_YOUR ASSIGNMENT_: Nothing in the records may be altered, and no picture may be included. Restate them in full.

Data excerpts:
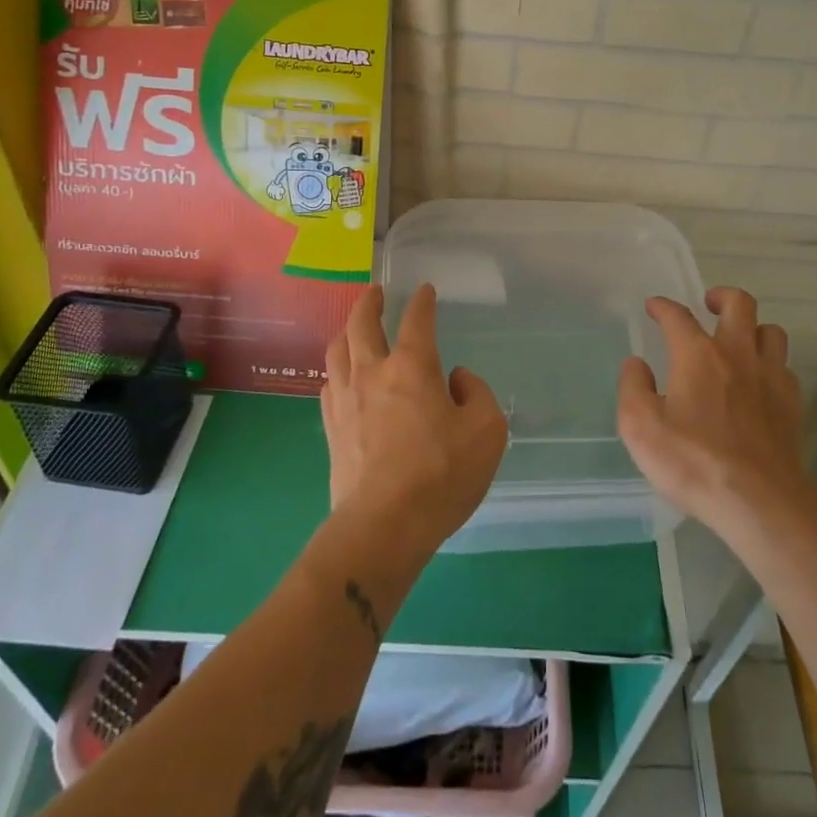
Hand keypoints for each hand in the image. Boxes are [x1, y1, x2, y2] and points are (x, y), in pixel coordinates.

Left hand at [321, 284, 507, 564]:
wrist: (383, 526)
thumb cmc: (441, 475)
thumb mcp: (487, 432)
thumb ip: (476, 394)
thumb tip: (456, 379)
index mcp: (413, 367)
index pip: (416, 320)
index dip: (422, 301)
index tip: (425, 290)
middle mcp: (373, 372)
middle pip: (361, 323)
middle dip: (370, 302)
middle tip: (376, 292)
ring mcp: (346, 400)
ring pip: (337, 350)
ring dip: (346, 331)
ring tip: (353, 328)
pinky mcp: (331, 429)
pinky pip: (328, 384)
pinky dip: (337, 370)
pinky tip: (342, 376)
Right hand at [617, 287, 807, 538]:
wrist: (760, 502)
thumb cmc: (693, 462)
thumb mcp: (640, 428)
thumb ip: (633, 389)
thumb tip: (636, 365)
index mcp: (697, 354)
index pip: (677, 316)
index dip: (662, 307)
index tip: (654, 307)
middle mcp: (737, 354)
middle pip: (739, 304)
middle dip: (722, 297)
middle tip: (709, 306)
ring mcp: (770, 377)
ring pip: (771, 331)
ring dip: (753, 329)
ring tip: (739, 341)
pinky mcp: (792, 404)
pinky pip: (784, 368)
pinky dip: (770, 365)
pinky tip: (760, 383)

_WRITTEN ANSWER_:
Hand keypoints for each hand in the image. Boxes are [x1, y1, x2, y2] and points are (x, y), in pixel coordinates.

Left hand at [321, 284, 507, 564]:
wrist: (383, 526)
thumb cmc: (441, 475)
thumb mcp: (487, 432)
thumb ip: (476, 394)
thumb tip: (456, 379)
index mcp: (413, 367)
index pip: (416, 320)
index dip: (422, 301)
index tip: (425, 290)
middle mcp: (373, 372)
middle pip: (361, 323)
middle dip: (370, 302)
middle tip: (376, 292)
ring mcp: (346, 400)
ring pip: (337, 350)
ring dip: (346, 331)
ring tip: (353, 328)
pinky mcp: (331, 429)
pinky pip: (328, 384)
pinky dip: (337, 370)
pinky tip: (342, 376)
Right hand at [617, 287, 807, 538]:
wrist: (760, 502)
thumb cmc: (693, 462)
thumb mcp: (640, 428)
thumb ip: (633, 389)
thumb tip: (636, 365)
index mcp: (697, 354)
index pip: (677, 316)
index dip: (662, 307)
index tip: (654, 307)
middle mcp: (737, 354)
middle pip: (739, 304)
middle dip: (722, 297)
middle tip: (709, 306)
ring mcp: (770, 377)
ring pip: (771, 331)
ring dip: (753, 329)
ring tip: (739, 341)
pinky mcp: (792, 404)
pinky pip: (784, 368)
pinky dip: (770, 365)
pinky tip: (760, 383)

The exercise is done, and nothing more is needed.